Count the lines below that contain the word "bottom", and report only that number.

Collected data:
···

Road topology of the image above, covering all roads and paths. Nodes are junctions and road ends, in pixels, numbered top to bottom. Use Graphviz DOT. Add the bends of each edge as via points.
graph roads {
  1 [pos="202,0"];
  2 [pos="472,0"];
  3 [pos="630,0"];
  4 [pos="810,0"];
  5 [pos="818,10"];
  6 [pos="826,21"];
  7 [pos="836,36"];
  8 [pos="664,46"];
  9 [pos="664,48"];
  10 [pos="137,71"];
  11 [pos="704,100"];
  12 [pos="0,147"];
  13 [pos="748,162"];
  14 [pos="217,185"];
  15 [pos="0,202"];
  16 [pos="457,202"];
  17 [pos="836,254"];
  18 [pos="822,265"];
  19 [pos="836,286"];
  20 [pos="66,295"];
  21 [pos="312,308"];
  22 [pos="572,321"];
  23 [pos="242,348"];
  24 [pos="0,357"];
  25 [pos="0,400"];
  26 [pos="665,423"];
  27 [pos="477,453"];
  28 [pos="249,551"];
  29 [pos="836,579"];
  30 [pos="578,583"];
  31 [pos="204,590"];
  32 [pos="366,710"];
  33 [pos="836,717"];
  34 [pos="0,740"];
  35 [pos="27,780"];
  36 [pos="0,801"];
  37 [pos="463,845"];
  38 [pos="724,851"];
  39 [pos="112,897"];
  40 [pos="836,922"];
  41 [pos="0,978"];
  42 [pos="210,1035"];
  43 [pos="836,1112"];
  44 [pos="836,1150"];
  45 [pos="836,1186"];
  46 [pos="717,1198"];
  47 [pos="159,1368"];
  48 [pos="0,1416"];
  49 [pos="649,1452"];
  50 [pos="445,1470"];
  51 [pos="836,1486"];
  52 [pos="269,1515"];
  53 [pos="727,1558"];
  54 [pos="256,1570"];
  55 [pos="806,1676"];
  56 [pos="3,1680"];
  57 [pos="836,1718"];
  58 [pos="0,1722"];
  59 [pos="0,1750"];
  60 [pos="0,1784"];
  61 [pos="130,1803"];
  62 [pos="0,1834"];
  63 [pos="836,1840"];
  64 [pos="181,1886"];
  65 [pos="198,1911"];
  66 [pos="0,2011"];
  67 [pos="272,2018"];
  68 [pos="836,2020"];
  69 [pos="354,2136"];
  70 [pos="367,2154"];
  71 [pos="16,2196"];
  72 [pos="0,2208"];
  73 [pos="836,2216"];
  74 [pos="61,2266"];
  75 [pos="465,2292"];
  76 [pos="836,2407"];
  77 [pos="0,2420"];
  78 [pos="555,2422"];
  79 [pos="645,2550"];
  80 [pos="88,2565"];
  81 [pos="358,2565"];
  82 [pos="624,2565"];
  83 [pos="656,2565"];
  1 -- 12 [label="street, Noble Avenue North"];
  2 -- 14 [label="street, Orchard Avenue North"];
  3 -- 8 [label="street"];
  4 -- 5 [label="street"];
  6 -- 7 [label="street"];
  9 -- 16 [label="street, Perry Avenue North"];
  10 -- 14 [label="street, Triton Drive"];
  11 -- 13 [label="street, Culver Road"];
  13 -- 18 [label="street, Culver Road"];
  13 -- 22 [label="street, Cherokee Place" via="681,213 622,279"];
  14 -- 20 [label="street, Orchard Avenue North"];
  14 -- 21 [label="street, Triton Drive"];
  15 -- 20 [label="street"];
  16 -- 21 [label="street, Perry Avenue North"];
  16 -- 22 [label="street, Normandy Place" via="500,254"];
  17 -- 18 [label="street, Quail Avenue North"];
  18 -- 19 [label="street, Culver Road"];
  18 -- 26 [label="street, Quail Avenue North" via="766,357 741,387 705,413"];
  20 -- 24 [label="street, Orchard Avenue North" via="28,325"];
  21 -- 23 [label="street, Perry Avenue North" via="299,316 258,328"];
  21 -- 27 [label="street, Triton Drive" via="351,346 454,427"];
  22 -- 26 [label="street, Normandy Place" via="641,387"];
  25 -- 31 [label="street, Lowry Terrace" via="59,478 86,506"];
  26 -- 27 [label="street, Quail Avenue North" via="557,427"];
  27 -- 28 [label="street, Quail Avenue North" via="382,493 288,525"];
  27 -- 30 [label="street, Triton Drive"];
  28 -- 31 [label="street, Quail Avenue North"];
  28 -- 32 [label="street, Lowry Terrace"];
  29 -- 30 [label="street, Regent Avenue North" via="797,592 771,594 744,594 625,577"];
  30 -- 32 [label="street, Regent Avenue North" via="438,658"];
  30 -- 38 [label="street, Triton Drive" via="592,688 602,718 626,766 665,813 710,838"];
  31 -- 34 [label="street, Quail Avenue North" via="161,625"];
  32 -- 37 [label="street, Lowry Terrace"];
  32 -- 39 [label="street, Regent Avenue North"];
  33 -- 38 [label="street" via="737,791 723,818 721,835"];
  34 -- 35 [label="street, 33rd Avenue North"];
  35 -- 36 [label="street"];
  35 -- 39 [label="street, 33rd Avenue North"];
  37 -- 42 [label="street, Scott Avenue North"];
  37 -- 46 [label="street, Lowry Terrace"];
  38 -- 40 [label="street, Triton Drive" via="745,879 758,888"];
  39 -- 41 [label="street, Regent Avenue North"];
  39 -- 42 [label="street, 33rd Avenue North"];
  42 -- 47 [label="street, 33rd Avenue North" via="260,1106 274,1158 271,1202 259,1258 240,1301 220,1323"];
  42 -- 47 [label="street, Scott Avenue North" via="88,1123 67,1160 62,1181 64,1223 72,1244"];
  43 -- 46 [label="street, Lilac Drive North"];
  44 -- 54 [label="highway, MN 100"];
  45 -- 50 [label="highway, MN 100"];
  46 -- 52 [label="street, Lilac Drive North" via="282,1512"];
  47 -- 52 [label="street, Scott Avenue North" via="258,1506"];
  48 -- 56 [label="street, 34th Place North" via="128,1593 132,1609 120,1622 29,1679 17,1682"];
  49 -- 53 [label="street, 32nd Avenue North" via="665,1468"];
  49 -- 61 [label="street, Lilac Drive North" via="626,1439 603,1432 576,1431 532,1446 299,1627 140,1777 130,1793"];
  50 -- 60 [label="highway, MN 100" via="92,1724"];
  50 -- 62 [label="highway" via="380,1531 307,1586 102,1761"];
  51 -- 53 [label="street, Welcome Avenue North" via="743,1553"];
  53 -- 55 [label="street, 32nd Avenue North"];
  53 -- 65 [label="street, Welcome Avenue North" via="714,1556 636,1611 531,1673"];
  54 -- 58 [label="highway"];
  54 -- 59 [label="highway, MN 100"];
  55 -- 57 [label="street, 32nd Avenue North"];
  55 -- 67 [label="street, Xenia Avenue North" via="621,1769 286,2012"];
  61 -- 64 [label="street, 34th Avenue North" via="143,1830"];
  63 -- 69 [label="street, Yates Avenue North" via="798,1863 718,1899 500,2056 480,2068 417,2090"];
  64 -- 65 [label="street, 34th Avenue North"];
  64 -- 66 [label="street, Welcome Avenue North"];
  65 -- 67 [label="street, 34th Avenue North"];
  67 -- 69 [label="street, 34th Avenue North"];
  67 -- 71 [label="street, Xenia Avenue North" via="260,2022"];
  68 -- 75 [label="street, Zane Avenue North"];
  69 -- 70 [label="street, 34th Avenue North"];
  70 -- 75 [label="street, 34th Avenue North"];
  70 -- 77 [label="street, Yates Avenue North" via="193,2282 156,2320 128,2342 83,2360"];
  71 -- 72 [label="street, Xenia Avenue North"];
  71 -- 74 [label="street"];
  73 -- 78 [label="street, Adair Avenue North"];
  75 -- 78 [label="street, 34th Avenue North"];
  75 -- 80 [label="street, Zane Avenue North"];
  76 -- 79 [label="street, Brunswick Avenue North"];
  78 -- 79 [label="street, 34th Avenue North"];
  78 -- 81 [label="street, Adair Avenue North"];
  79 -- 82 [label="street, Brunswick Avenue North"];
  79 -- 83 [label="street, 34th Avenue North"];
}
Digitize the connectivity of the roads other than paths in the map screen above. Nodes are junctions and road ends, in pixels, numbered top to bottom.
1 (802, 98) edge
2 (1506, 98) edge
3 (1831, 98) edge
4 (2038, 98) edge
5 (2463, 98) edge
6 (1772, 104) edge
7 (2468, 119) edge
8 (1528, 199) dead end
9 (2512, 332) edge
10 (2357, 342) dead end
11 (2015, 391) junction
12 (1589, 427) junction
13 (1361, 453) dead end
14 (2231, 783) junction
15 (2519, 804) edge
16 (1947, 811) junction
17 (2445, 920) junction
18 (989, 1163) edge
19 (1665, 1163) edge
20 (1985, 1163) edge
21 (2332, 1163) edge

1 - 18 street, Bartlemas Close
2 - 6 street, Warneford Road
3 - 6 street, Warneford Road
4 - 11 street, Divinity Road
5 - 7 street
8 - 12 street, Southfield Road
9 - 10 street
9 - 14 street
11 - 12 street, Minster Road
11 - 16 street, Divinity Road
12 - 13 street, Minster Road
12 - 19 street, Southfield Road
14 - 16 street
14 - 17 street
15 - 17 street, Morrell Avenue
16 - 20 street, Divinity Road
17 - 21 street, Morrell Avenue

···

§ WRITTEN REPLY
2